• ACTION ITEM:
Look through the lines of the material and count those containing "Harris". Give that count alone.

━━━━

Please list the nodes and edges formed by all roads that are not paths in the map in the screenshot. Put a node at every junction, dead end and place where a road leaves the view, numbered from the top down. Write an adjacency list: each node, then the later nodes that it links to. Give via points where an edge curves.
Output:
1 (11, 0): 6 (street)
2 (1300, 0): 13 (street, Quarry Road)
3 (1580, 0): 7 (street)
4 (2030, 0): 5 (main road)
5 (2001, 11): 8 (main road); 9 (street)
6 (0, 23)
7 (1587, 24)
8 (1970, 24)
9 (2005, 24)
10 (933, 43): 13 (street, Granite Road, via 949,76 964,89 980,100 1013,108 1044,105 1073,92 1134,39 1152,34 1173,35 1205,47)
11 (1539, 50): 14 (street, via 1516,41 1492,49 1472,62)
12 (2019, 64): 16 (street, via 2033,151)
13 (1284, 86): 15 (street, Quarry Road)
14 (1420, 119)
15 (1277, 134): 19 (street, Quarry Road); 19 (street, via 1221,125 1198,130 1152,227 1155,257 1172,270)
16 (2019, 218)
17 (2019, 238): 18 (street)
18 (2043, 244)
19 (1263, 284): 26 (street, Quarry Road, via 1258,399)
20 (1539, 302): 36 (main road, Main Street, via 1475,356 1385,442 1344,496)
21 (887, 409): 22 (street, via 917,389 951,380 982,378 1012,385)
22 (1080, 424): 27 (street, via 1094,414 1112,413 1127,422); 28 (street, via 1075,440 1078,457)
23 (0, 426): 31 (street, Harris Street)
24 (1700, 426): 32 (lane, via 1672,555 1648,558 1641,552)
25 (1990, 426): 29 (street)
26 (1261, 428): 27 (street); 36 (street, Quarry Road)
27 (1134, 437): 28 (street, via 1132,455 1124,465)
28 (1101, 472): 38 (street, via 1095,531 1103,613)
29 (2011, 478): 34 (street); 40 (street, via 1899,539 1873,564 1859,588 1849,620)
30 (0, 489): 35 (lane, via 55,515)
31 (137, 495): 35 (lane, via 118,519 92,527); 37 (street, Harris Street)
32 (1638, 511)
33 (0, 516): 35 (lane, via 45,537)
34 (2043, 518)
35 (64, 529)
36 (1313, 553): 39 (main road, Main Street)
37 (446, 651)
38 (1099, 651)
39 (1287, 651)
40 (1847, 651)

━━━━

• RESPONSE BELOW:
2